Glad you asked. Fine-grained access control for all XPConnect interfaces is
coming soon, as part of the DOM-to-XPConnect change. Allowing plugins to
advertise their own security policy would be a small addition, so I'm marking
the dependency here. 
Status: UNCONFIRMED → ASSIGNED
Depends on: 71996
Ever confirmed: true
Target Milestone: --- → mozilla1.0
Thanks for the code, but let's wait for thenew XPConnect security architecture
before making changes here. Hopefully we won't need a separate interface just
for plugins to advertise their security policy. As for certificate attributes,
these are all stored in PSM's cert database, of course, and I'd like to avoid
duplicating all of that data in caps, and in caps prefs. Instead, certificate
principals just keep a unique ID for the cert. With PSM 2.0, we should be able
to access the rest of the cert attributes directly and not have to copy them all
into the caps principal database.

We should discuss general strategy on the newsgroup,
netscape.public.mozilla.security. This goes right to the heart of the changes
I'll be making in caps soon.
I've worked out with the Sun folks how we're going to do this, and they need it
for 0.9.1. All it requires is a change to nsISceurityCheckedComponent - and
making sure signed scripts work.
Target Milestone: mozilla1.0 → mozilla0.9.1
I'm not going to have time to do the API change (adding principals as a
parameter to the functions of nsISecutiryCheckedComponent) but you can get the
same functionality by calling nsScriptSecurityManager::GetSubjectPrincipal.

I'm hoping signed scripts will be working for the beta, but if they aren't,
there's no breach of security - you just won't be able to use signed scripts to
script the plugin. I'll have it working by RTM of NS6.5.
Target Milestone: mozilla0.9.1 → mozilla0.9.2
Priority: -- → P2
Target Milestone: mozilla0.9.2 → mozilla0.9.3
Target is now 0.9.4, Priority P1.
Priority: P2 → P1
Target Milestone: mozilla0.9.3 → mozilla0.9.4
Moving this out to 0.9.5 so I'll have time to do it right.

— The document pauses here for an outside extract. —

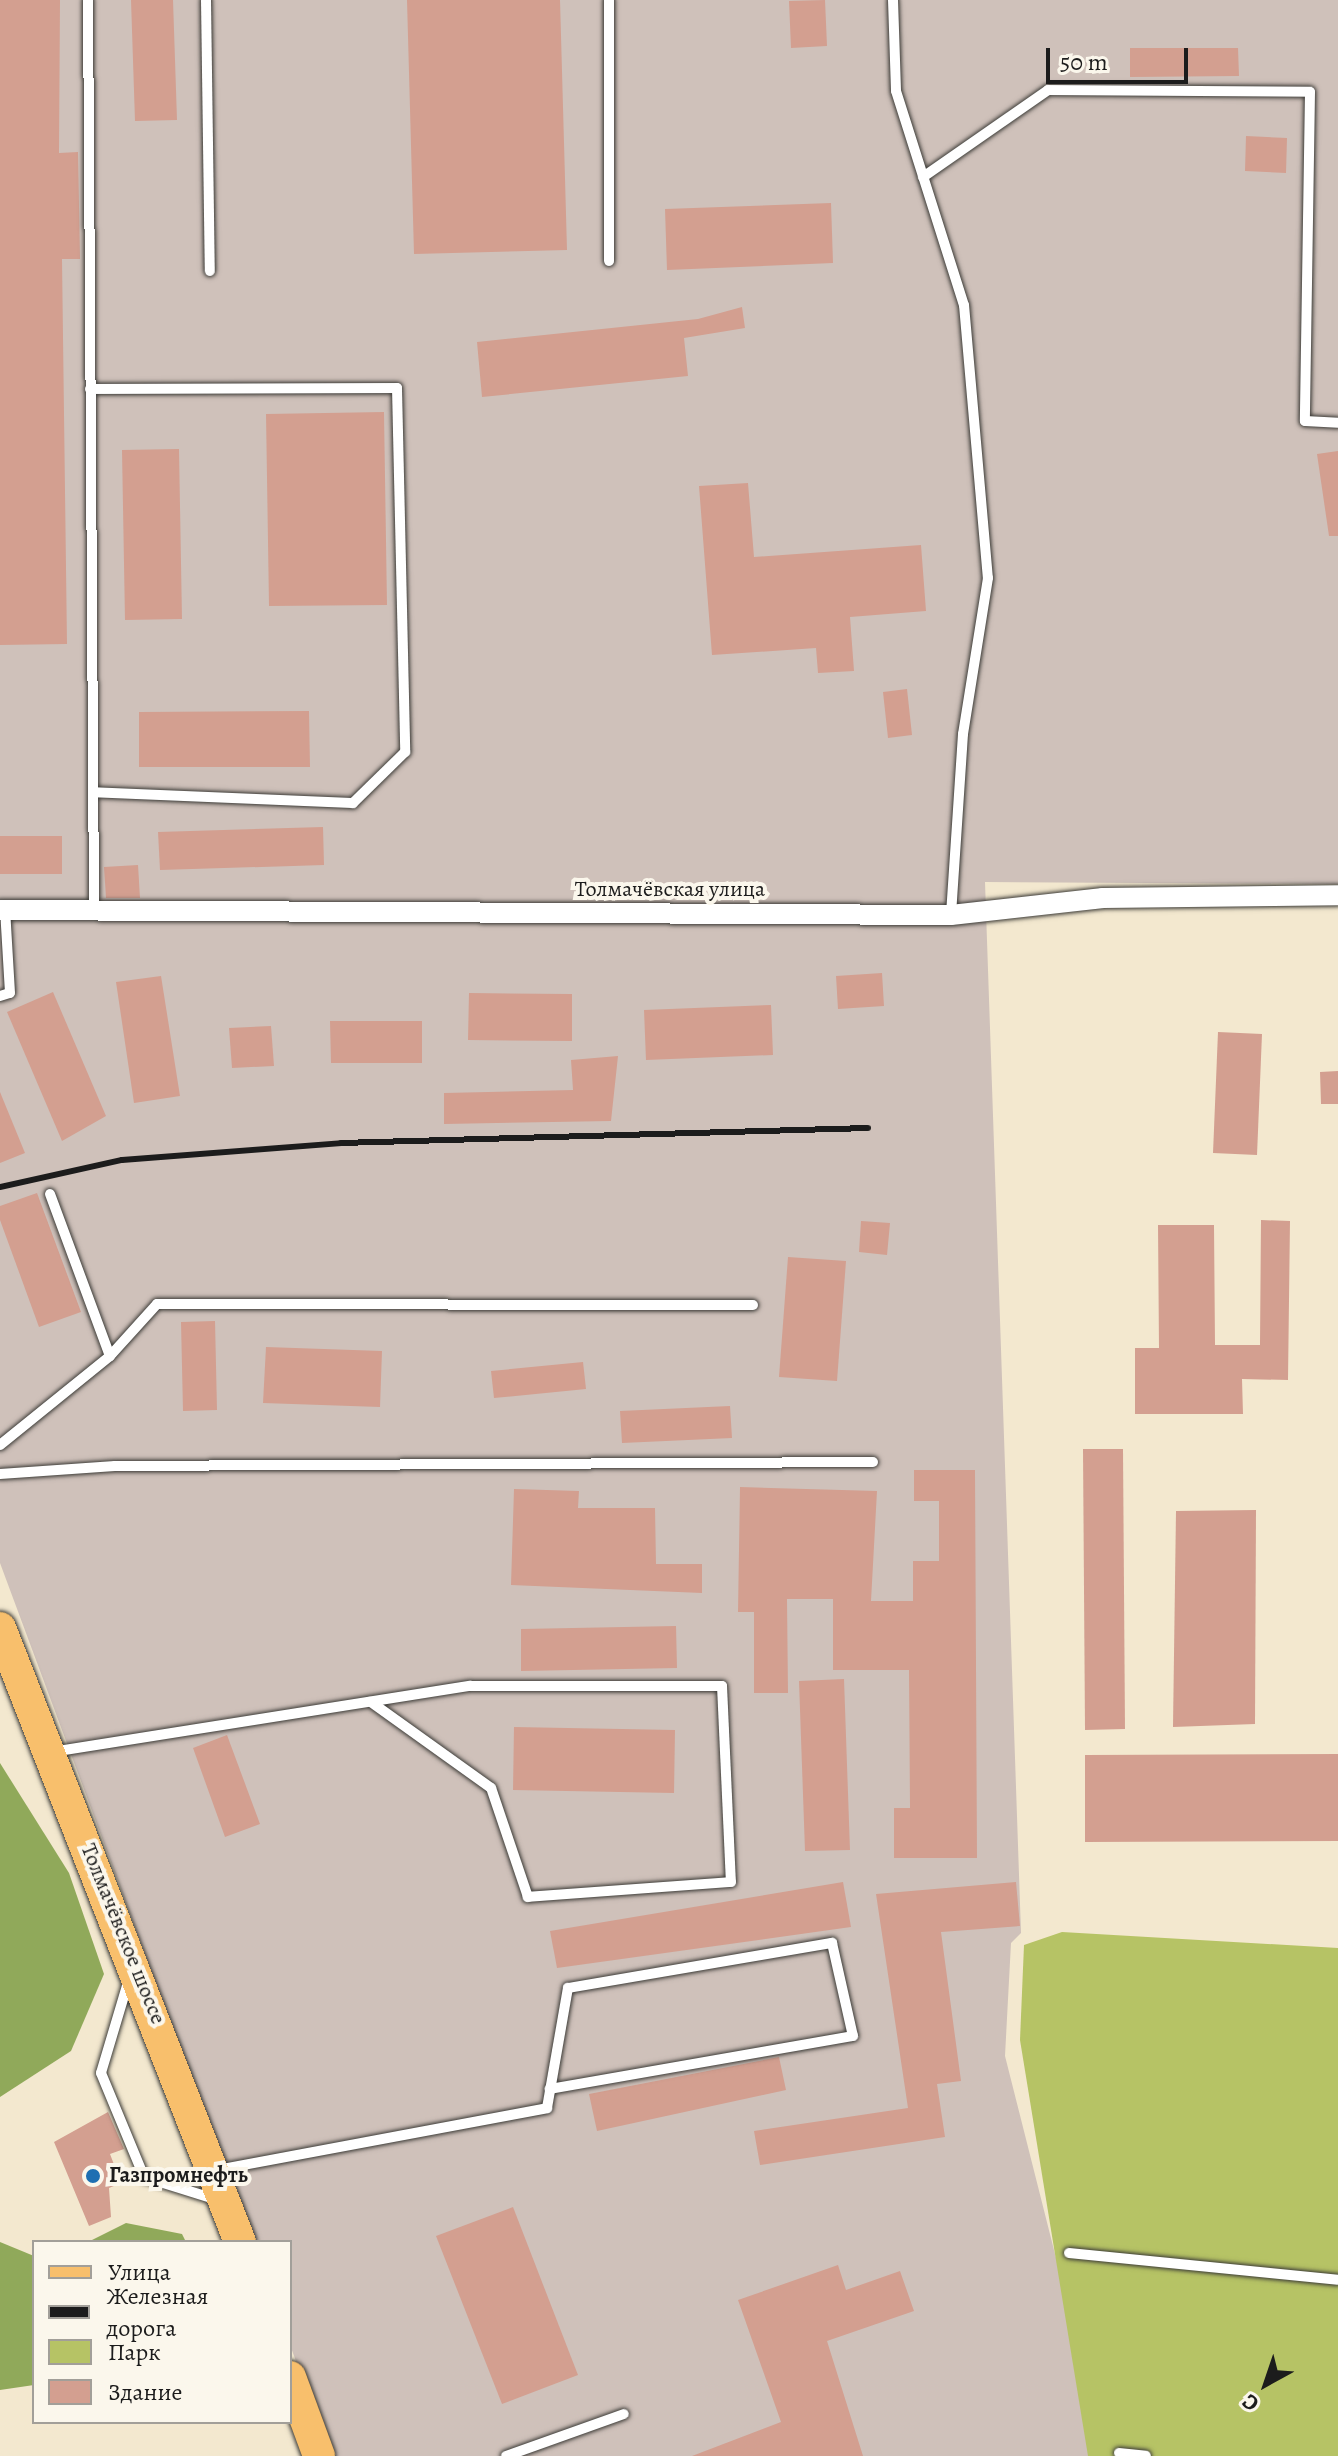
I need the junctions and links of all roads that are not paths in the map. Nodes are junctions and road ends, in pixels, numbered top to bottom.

Target Milestone: mozilla0.9.4 → mozilla0.9.5
time marches on...retargeting to 0.9.6
Target Milestone: mozilla0.9.5 → mozilla0.9.6
performance, footprint, feature work, and re-architecture bugs will be addressed
in 0.9.8
Target Milestone: mozilla0.9.6 → mozilla0.9.8
I haven't heard anything from the Sun folks on this in a long time, so I'm going
to assume they have the interfaces they need. The security model for scriptable
plugins is still a bit up in the air, but we've got a workable model for now, I
think, so I'm going to close this bug. If anyone has specific problems with
plugin scriptability, please file separate bugs.
Status: ASSIGNED → RESOLVED
Closed: 23 years ago
Resolution: --- → FIXED
Marking verified as per above developer comments.